Robinhood specializes in unsophisticated novice trading. You have people dumping money into stocks that are beyond overvalued- many users that don’t have $500 to blow on a bad stock bet.
Halting trading is not protecting hedge funds, they are protecting these small investors that cannot ride a 50% one day loss on their investment (what’s happened to AMC today). People that jumped in very early and jumped out will make a lot, all these others are going to be like people that jumped into the Internet boom or 2006 housing flipping trend.
Maybe. But there is also another possible explanation.

Robinhood (and other similar companies) do not charge anything to process trades -- FREE stock trading...Woo Hoo!

So how do they make money? By arbitraging the difference between their actual purchase/sale order settlement and their customer's purchase/sale price.

If the market is moving too fast for them to keep up, they are taking big risks of losing money on those differences.

So they might have been protecting their customers; or they might have been protecting themselves.
 
Maybe.
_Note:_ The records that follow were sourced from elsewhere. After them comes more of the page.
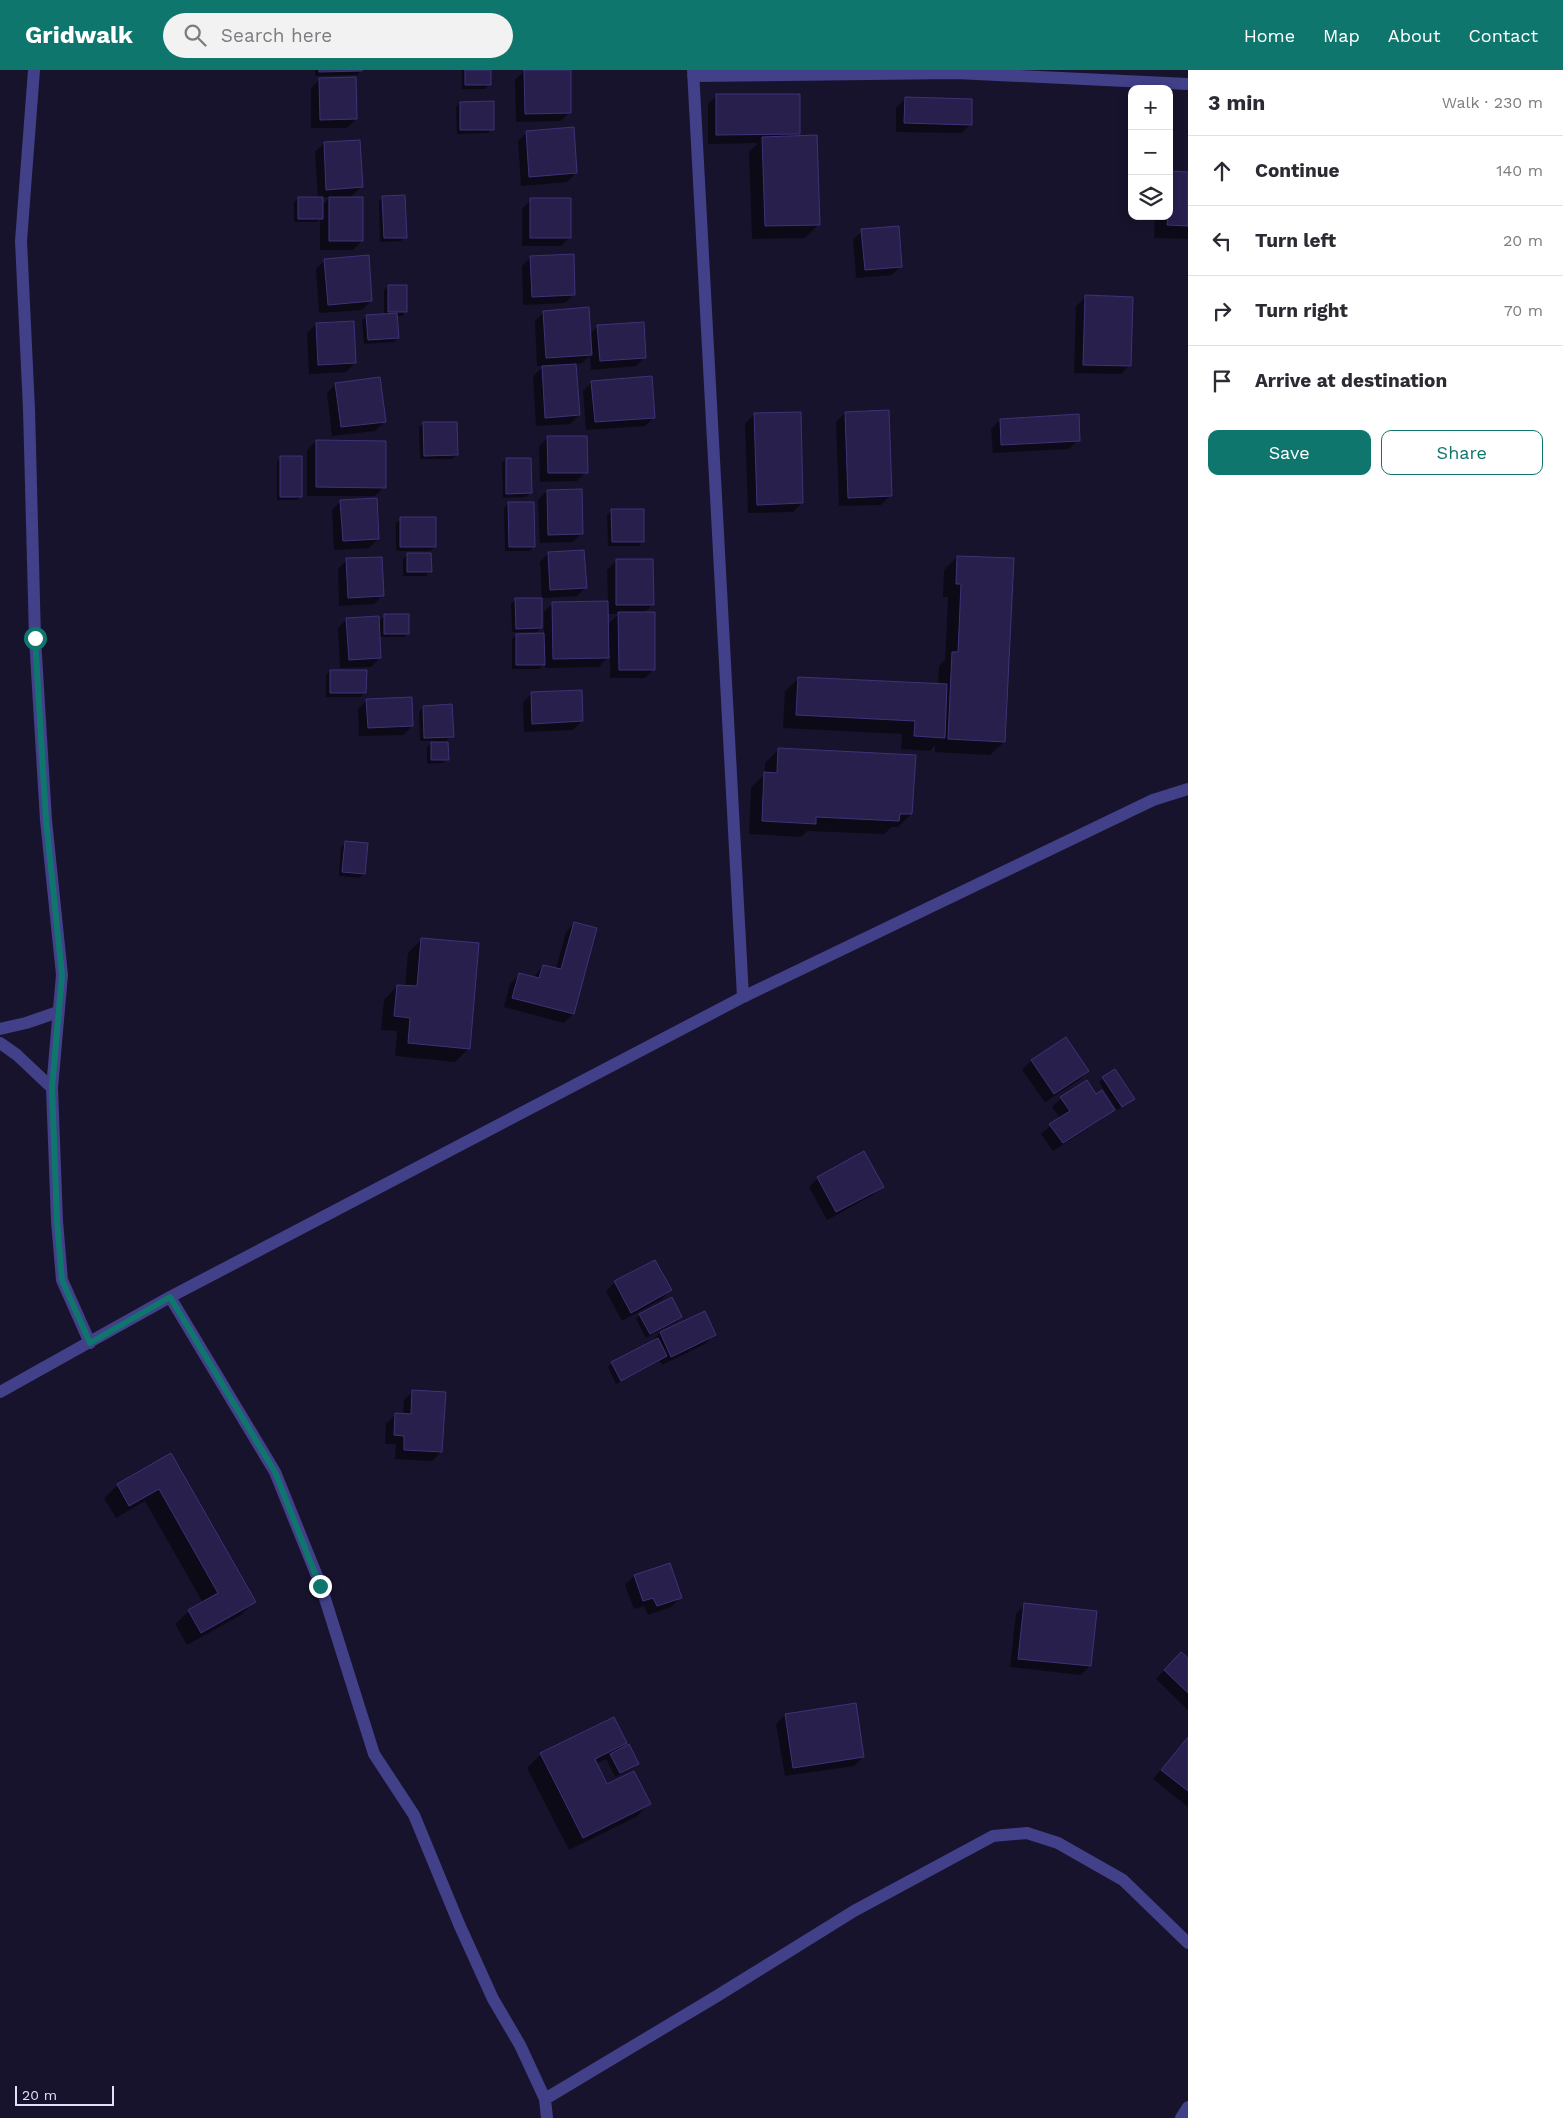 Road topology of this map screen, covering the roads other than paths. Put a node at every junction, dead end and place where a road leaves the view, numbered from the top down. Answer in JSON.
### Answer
{"nodes":[{"id":1,"x":34,"y":70,"type":"edge"},
{"id":2,"x":693,"y":73,"type":"edge"},
{"id":3,"x":1188,"y":84,"type":"edge"},
{"id":4,"x":1188,"y":789,"type":"edge"},
{"id":5,"x":743,"y":997,"type":"junction"},
{"id":6,"x":58,"y":1012,"type":"junction"},
{"id":7,"x":0,"y":1029,"type":"edge"},
{"id":8,"x":0,"y":1043,"type":"edge"},
{"id":9,"x":52,"y":1088,"type":"junction"},
{"id":10,"x":170,"y":1297,"type":"junction"},
{"id":11,"x":90,"y":1343,"type":"junction"},
{"id":12,"x":0,"y":1392,"type":"edge"},
{"id":13,"x":1188,"y":1943,"type":"edge"},
{"id":14,"x":545,"y":2099,"type":"junction"},
{"id":15,"x":1188,"y":2107,"type":"edge"},
{"id":16,"x":546,"y":2118,"type":"edge"},
{"id":17,"x":1181,"y":2118,"type":"edge"}],
"edges":[{"from":1,"to":6,"type":"street"},
{"from":2,"to":3,"type":"street"},
{"from":2,"to":5,"type":"street"},
{"from":4,"to":5,"type":"street"},
{"from":5,"to":10,"type":"street"},
{"from":6,"to":7,"type":"street"},
{"from":6,"to":9,"type":"street"},
{"from":8,"to":9,"type":"street"},
{"from":9,"to":11,"type":"street"},
{"from":10,"to":11,"type":"street"},
{"from":10,"to":14,"type":"street"},
{"from":11,"to":12,"type":"street"},
{"from":13,"to":14,"type":"street"},
{"from":14,"to":16,"type":"street"},
{"from":15,"to":17,"type":"street"}]}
But there is also another possible explanation.

Robinhood (and other similar companies) do not charge anything to process trades -- FREE stock trading...Woo Hoo!

So how do they make money? By arbitraging the difference between their actual purchase/sale order settlement and their customer's purchase/sale price.
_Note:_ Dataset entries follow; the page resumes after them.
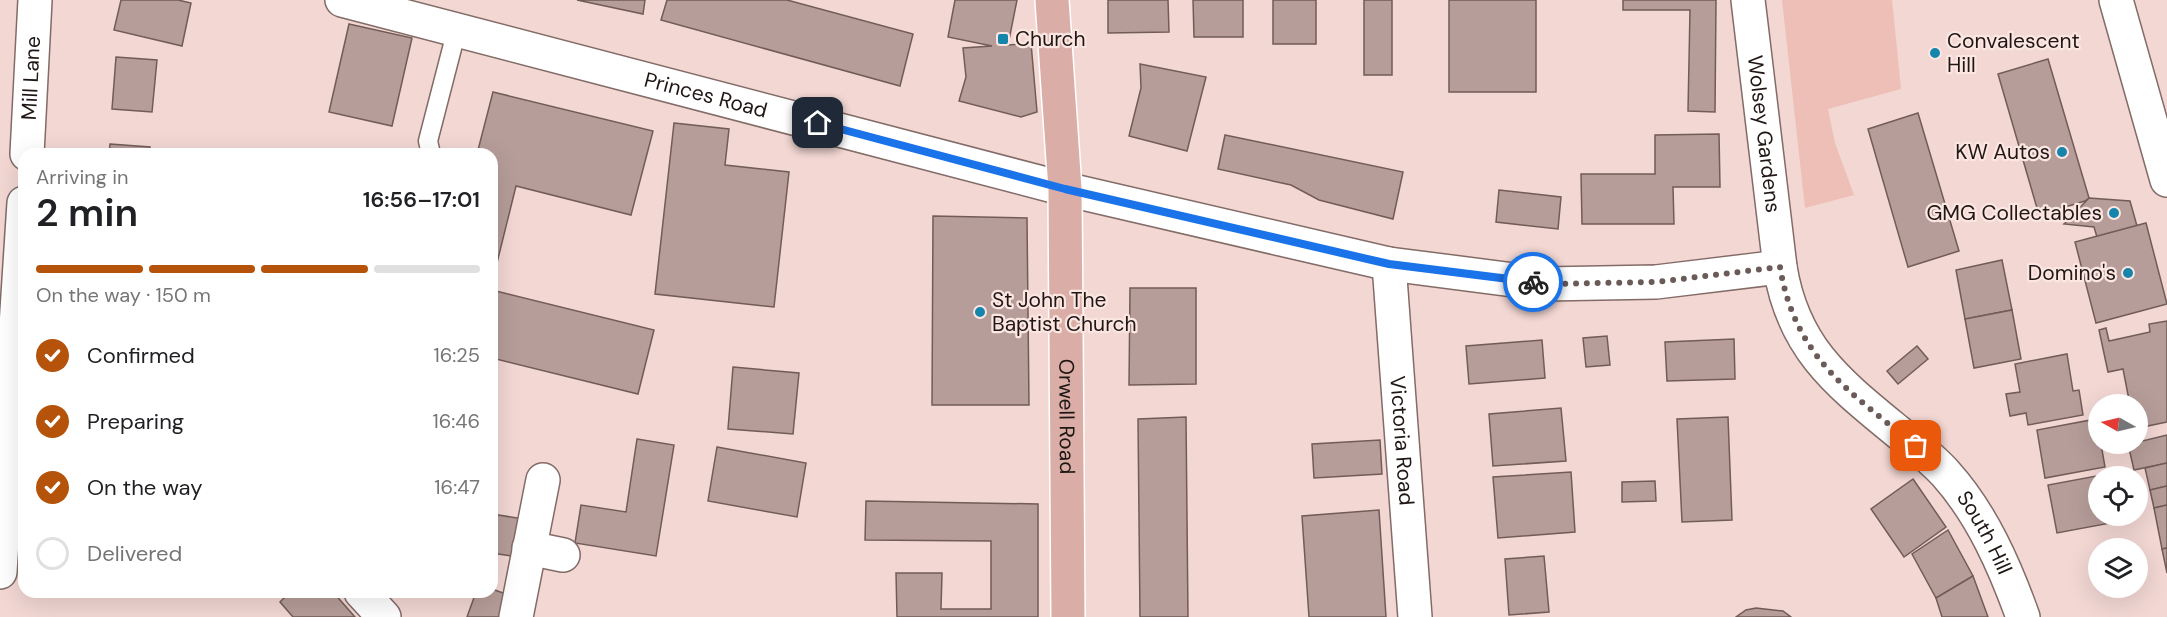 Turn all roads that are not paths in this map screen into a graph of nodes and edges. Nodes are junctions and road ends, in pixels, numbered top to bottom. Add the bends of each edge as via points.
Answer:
1 (35, 0) edge
2 (342, 0) edge
3 (1052, 0) edge
4 (1748, 0) edge
5 (2116, 0) edge
6 (457, 29) junction
7 (27, 148) edge
8 (430, 148) edge
9 (2165, 163) edge
10 (1065, 189) junction
11 (18, 240) edge
12 (1389, 264) junction
13 (1780, 267) junction
14 (9, 295) edge
15 (543, 480) dead end
16 (530, 548) junction
17 (563, 555) dead end
18 (0, 572) edge
19 (367, 598) edge
20 (384, 617) edge
21 (516, 617) edge
22 (1068, 617) edge
23 (1415, 617) edge
24 (2023, 617) edge

1 - 7 street, Mill Lane
2 - 6 street, Princes Road
3 - 10 main road, Orwell Road
4 - 13 street, Wolsey Gardens
5 - 9 street
6 - 8 lane via 428,141
6 - 10 street, Princes Road
10 - 12 street, Princes Road
10 - 22 main road, Orwell Road
11 - 14 street
12 - 13 street, Princes Road via 1545,284 1656,282
12 - 23 street, Victoria Road
13 - 24 street, South Hill via 1793,317 1811,349 1849,392 1924,453 1952,482 1996,550
14 - 18 street
15 - 16 street
16 - 17 street
16 - 21 street
19 - 20 street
If the market is moving too fast for them to keep up, they are taking big risks of losing money on those differences.

So they might have been protecting their customers; or they might have been protecting themselves.

Either way, it's clearly illegal market manipulation.
 
The GameStop/Reddit thing has nothing to do with the price of a stock.
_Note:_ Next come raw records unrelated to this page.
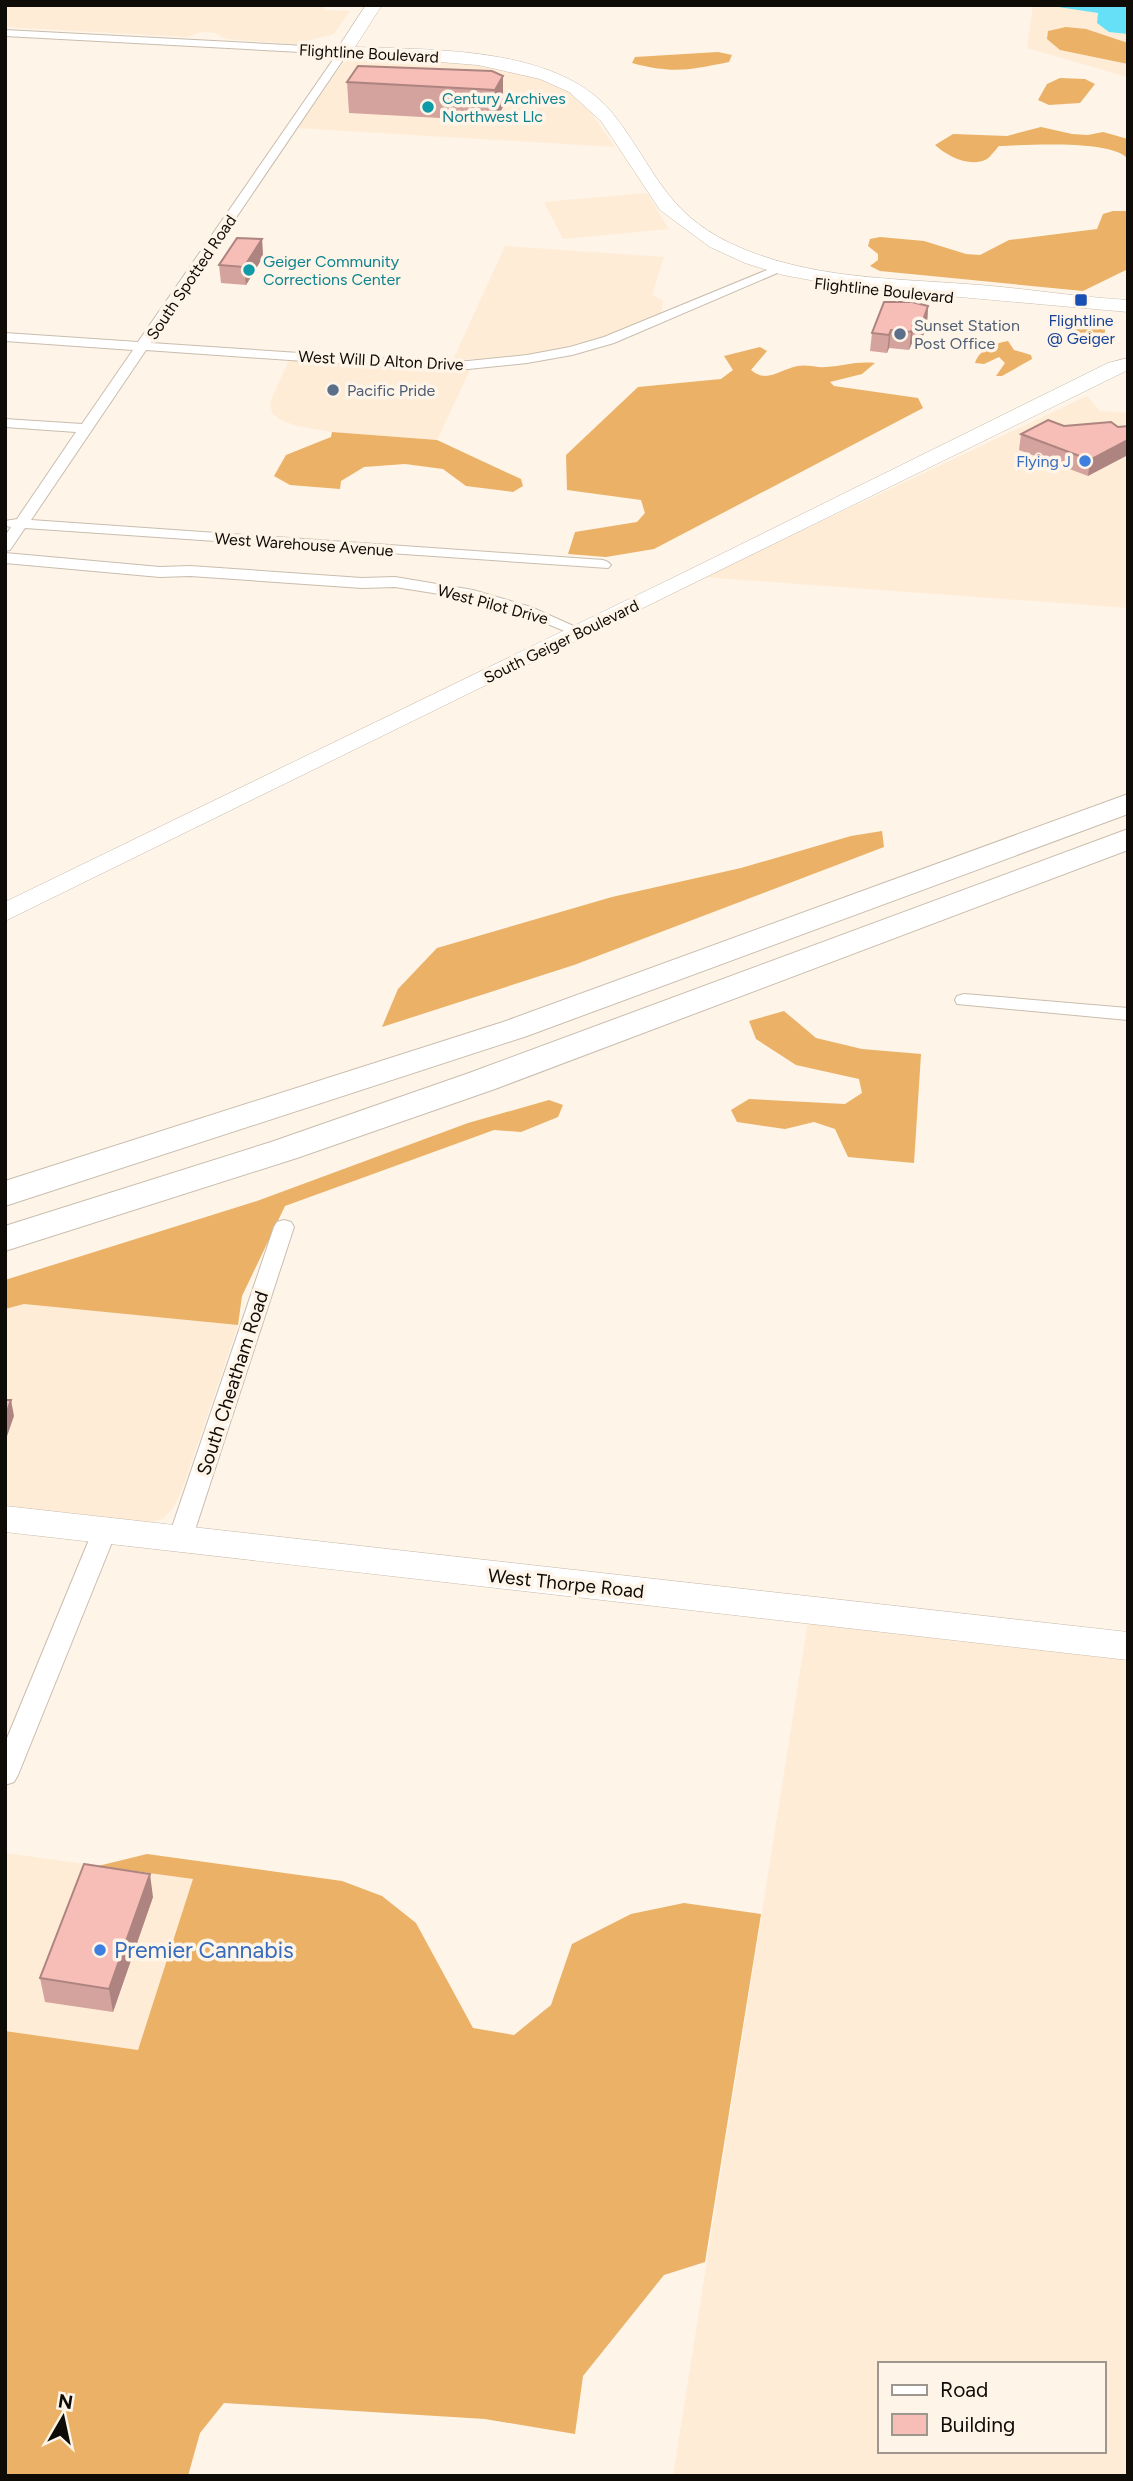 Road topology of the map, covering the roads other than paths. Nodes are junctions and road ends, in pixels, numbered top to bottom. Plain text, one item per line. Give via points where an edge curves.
1 (374, 5) edge
2 (5, 33) edge
3 (344, 51) junction
4 (776, 271) junction
5 (1128, 306) edge
6 (1128, 315) edge
7 (5, 337) edge
8 (1128, 343) edge
9 (145, 346) junction
10 (1121, 365) edge
11 (5, 423) edge
12 (87, 429) junction
13 (13, 523) edge
14 (5, 547) edge
15 (5, 558) edge
16 (316, 562) junction
17 (603, 565) dead end
18 (572, 636) junction
19 (1128, 803) edge
20 (1128, 839) edge
21 (1128, 861) edge
22 (5, 913) edge
23 (894, 927) junction
24 (964, 1000) dead end
25 (1128, 1014) edge
26 (5, 1194) edge
27 (284, 1227) dead end
28 (5, 1239) edge
29 (5, 1519) edge
30 (105, 1530) junction
31 (180, 1539) junction
32 (1128, 1646) edge
33 (5, 1775) edge

1 - 3 street, South Spotted Road
2 - 3 street, Flightline Boulevard
3 - 4 street, Flightline Boulevard via 490,62 540,74 581,92 613,127 668,208 671,225 698,246
3 - 9 street, South Spotted Road
4 - 5 street, Flightline Boulevard
4 - 6 street, Flightline Boulevard via 835,286
4 - 9 street, West Will D Alton Drive via 609,340 527,359 468,365 405,364
7 - 9 street, West Will D Alton Drive
8 - 10 street, South Geiger Boulevard via 1114,360
9 - 12 street, South Spotted Road
10 - 18 street, South Geiger Boulevard
11 - 12 street
12 - 13 street, South Spotted Road
13 - 14 street, South Spotted Road
13 - 16 street, West Warehouse Avenue
15 - 16 street, West Pilot Drive via 160,572
16 - 17 street, West Warehouse Avenue
16 - 18 street, West Pilot Drive via 386,591 481,610
18 - 22 street, South Geiger Boulevard
19 - 26 highway via 502,1034
20 - 23 highway
21 - 23 highway via 962,917
23 - 28 highway via 334,1133
24 - 25 street
27 - 31 street, South Cheatham Road
29 - 30 street, West Thorpe Road
30 - 31 street, West Thorpe Road
30 - 33 street
31 - 32 street, West Thorpe Road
The established price of GameStop was about $40 and a good many people thought that was overvalued. So they "shorted" the stock to a great degree thinking they would make money when the price dropped.

I don't know what GME is right now, but it was $483 earlier today, which most attribute to Reddit.

That is an indicator of the power of social media -- not economics, or intelligence, or savvy investing. It's an example of the ability to assemble a large herd of sheep...and then stampede them.

There are many, many examples of this i see on a daily basis, nothing to do with the stock market. The media does it constantly and very effectively.
 
Either way, it's clearly illegal market manipulation.
You might be right. I don't know securities law.

I do think Robinhood made a mistake in shutting down certain individual trades for a period of time. That's just exposing your customers to opposing moves without any way to counter them. I guarantee you some hedge funds made major moves while Robinhood had their people shut down...and the Robinhood customers could do nothing about it. And some Robinhood customers have already filed lawsuits over that issue.

Both the collusion among thousands of individual players to cause a change in share prices, and the Robinhood closures, are probably things the SEC should look at.
 
Only if they traded on insider information, which they did not.

No, the trading platforms selectively halted BUYING while still allowing SELLING. They cannot just arbitrarily stop trading in that manner. It serves only to tank the stock price, saving the hedge funds while screwing over the other investors. That is very clear market manipulation.
 
The stock market is a sham. Stocks are worth money because people believe they are worth money. If you own stock in a company that doesn't pay dividends and never intends to, what you own is a piece of paper you are betting somebody else will want to pay more for eventually.

Does any asset really have any inherent value? Isn't the value of everything really just based on trust?